§ TASK ITEM
Write out the following listing in full, exactly as it reads.

§ THE DATA
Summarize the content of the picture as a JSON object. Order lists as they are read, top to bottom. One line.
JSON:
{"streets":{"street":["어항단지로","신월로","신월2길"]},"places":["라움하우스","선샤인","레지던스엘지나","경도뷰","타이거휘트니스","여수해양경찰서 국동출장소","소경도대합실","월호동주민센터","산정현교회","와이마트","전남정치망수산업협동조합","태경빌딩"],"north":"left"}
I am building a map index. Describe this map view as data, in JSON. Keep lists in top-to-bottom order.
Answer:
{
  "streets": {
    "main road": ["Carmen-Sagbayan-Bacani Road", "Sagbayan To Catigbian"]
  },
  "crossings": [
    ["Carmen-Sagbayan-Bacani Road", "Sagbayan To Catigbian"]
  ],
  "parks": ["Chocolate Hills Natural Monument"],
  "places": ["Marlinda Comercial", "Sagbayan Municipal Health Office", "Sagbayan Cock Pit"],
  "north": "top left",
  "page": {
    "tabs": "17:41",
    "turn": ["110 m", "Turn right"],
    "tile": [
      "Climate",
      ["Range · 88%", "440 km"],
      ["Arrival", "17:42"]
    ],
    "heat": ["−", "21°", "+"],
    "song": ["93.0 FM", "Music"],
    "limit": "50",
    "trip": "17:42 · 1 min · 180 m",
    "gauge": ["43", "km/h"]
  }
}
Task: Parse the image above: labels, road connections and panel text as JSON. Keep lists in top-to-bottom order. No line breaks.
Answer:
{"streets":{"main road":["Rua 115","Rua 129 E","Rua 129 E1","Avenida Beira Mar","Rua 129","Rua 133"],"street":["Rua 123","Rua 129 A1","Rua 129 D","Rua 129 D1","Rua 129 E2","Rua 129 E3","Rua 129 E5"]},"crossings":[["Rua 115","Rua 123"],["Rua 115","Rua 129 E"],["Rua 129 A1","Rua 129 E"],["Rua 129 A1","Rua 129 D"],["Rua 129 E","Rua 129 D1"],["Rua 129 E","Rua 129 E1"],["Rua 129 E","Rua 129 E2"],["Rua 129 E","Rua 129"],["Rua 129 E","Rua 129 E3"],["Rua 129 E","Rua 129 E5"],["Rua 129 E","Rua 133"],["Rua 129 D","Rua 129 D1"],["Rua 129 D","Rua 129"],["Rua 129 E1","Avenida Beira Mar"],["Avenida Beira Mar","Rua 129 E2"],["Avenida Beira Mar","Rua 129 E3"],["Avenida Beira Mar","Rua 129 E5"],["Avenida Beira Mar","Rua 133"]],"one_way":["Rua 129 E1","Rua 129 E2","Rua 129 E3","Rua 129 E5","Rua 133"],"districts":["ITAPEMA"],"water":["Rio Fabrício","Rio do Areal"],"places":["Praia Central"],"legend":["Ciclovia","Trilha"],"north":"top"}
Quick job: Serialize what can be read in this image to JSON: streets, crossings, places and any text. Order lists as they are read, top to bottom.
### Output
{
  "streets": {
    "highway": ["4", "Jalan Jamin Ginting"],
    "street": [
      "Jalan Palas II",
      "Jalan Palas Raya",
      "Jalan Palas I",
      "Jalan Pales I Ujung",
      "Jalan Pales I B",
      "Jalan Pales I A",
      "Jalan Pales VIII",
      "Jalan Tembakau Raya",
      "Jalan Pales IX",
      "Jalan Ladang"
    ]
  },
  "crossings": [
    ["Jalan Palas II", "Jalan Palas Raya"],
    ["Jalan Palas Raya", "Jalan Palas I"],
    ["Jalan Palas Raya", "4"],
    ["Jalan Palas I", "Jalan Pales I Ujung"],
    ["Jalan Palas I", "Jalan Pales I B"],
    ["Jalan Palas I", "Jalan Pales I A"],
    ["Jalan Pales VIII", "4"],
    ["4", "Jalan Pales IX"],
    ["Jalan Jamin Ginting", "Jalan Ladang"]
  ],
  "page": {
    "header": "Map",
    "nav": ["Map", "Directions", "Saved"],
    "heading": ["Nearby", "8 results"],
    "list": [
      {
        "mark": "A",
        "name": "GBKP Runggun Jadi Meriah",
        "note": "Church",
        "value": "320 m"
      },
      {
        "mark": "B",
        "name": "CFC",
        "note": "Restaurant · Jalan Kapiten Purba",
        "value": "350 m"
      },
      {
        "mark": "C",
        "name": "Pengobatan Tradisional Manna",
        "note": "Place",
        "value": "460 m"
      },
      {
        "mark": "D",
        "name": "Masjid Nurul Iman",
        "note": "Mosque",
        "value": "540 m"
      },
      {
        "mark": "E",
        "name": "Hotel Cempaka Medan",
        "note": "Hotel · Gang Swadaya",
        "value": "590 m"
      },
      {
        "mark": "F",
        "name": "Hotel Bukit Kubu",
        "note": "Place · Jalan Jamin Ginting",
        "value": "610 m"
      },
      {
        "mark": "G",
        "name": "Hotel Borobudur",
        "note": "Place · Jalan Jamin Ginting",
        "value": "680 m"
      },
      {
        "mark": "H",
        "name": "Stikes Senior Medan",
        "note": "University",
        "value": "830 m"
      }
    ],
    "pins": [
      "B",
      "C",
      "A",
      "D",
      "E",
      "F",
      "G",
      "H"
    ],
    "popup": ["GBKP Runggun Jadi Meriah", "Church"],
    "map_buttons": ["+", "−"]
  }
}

§ RESPONSE FOR THIS EXERCISE
Summarize the content of the picture as a JSON object. Order lists as they are read, top to bottom. One line.
JSON:
{"streets":{"street":["어항단지로","신월로","신월2길"]},"places":["라움하우스","선샤인","레지던스엘지나","경도뷰","타이거휘트니스","여수해양경찰서 국동출장소","소경도대합실","월호동주민센터","산정현교회","와이마트","전남정치망수산업협동조합","태경빌딩"],"north":"left"}
I am building a map index. Describe this map view as data, in JSON. Keep lists in top-to-bottom order.
Answer:
{
  "streets": {
    "main road": ["Carmen-Sagbayan-Bacani Road", "Sagbayan To Catigbian"]
  },
  "crossings": [
    ["Carmen-Sagbayan-Bacani Road", "Sagbayan To Catigbian"]
  ],
  "parks": ["Chocolate Hills Natural Monument"],
  "places": ["Marlinda Comercial", "Sagbayan Municipal Health Office", "Sagbayan Cock Pit"],
  "north": "top left",
  "page": {
    "tabs": "17:41",
    "turn": ["110 m", "Turn right"],
    "tile": [
      "Climate",
      ["Range · 88%", "440 km"],
      ["Arrival", "17:42"]
    ],
    "heat": ["−", "21°", "+"],
    "song": ["93.0 FM", "Music"],
    "limit": "50",
    "trip": "17:42 · 1 min · 180 m",
    "gauge": ["43", "km/h"]
  }
}
Task: Parse the image above: labels, road connections and panel text as JSON. Keep lists in top-to-bottom order. No line breaks.
Answer:
{"streets":{"main road":["Rua 115","Rua 129 E","Rua 129 E1","Avenida Beira Mar","Rua 129","Rua 133"],"street":["Rua 123","Rua 129 A1","Rua 129 D","Rua 129 D1","Rua 129 E2","Rua 129 E3","Rua 129 E5"]},"crossings":[["Rua 115","Rua 123"],["Rua 115","Rua 129 E"],["Rua 129 A1","Rua 129 E"],["Rua 129 A1","Rua 129 D"],["Rua 129 E","Rua 129 D1"],["Rua 129 E","Rua 129 E1"],["Rua 129 E","Rua 129 E2"],["Rua 129 E","Rua 129"],["Rua 129 E","Rua 129 E3"],["Rua 129 E","Rua 129 E5"],["Rua 129 E","Rua 133"],["Rua 129 D","Rua 129 D1"],["Rua 129 D","Rua 129"],["Rua 129 E1","Avenida Beira Mar"],["Avenida Beira Mar","Rua 129 E2"],["Avenida Beira Mar","Rua 129 E3"],["Avenida Beira Mar","Rua 129 E5"],["Avenida Beira Mar","Rua 133"]],"one_way":["Rua 129 E1","Rua 129 E2","Rua 129 E3","Rua 129 E5","Rua 133"],"districts":["ITAPEMA"],"water":["Rio Fabrício","Rio do Areal"],"places":["Praia Central"],"legend":["Ciclovia","Trilha"],"north":"top"}
Quick job: Serialize what can be read in this image to JSON: streets, crossings, places and any text. Order lists as they are read, top to bottom.
### Output
{
  "streets": {
    "highway": ["4", "Jalan Jamin Ginting"],
    "street": [
      "Jalan Palas II",
      "Jalan Palas Raya",
      "Jalan Palas I",
      "Jalan Pales I Ujung",
      "Jalan Pales I B",
      "Jalan Pales I A",
      "Jalan Pales VIII",
      "Jalan Tembakau Raya",
      "Jalan Pales IX",
      "Jalan Ladang"
    ]
  },
  "crossings": [
    ["Jalan Palas II", "Jalan Palas Raya"],
    ["Jalan Palas Raya", "Jalan Palas I"],
    ["Jalan Palas Raya", "4"],
    ["Jalan Palas I", "Jalan Pales I Ujung"],
    ["Jalan Palas I", "Jalan Pales I B"],
    ["Jalan Palas I", "Jalan Pales I A"],
    ["Jalan Pales VIII", "4"],
    ["4", "Jalan Pales IX"],
    ["Jalan Jamin Ginting", "Jalan Ladang"]
  ],
  "page": {
    "header": "Map",
    "nav": ["Map", "Directions", "Saved"],
    "heading": ["Nearby", "8 results"],
    "list": [
      {
        "mark": "A",
        "name": "GBKP Runggun Jadi Meriah",
        "note": "Church",
        "value": "320 m"
      },
      {
        "mark": "B",
        "name": "CFC",
        "note": "Restaurant · Jalan Kapiten Purba",
        "value": "350 m"
      },
      {
        "mark": "C",
        "name": "Pengobatan Tradisional Manna",
        "note": "Place",
        "value": "460 m"
      },
      {
        "mark": "D",
        "name": "Masjid Nurul Iman",
        "note": "Mosque",
        "value": "540 m"
      },
      {
        "mark": "E",
        "name": "Hotel Cempaka Medan",
        "note": "Hotel · Gang Swadaya",
        "value": "590 m"
      },
      {
        "mark": "F",
        "name": "Hotel Bukit Kubu",
        "note": "Place · Jalan Jamin Ginting",
        "value": "610 m"
      },
      {
        "mark": "G",
        "name": "Hotel Borobudur",
        "note": "Place · Jalan Jamin Ginting",
        "value": "680 m"
      },
      {
        "mark": "H",
        "name": "Stikes Senior Medan",
        "note": "University",
        "value": "830 m"
      }
    ],
    "pins": [
      "B",
      "C",
      "A",
      "D",
      "E",
      "F",
      "G",
      "H"
    ],
    "popup": ["GBKP Runggun Jadi Meriah", "Church"],
    "map_buttons": ["+", "−"]
  }
}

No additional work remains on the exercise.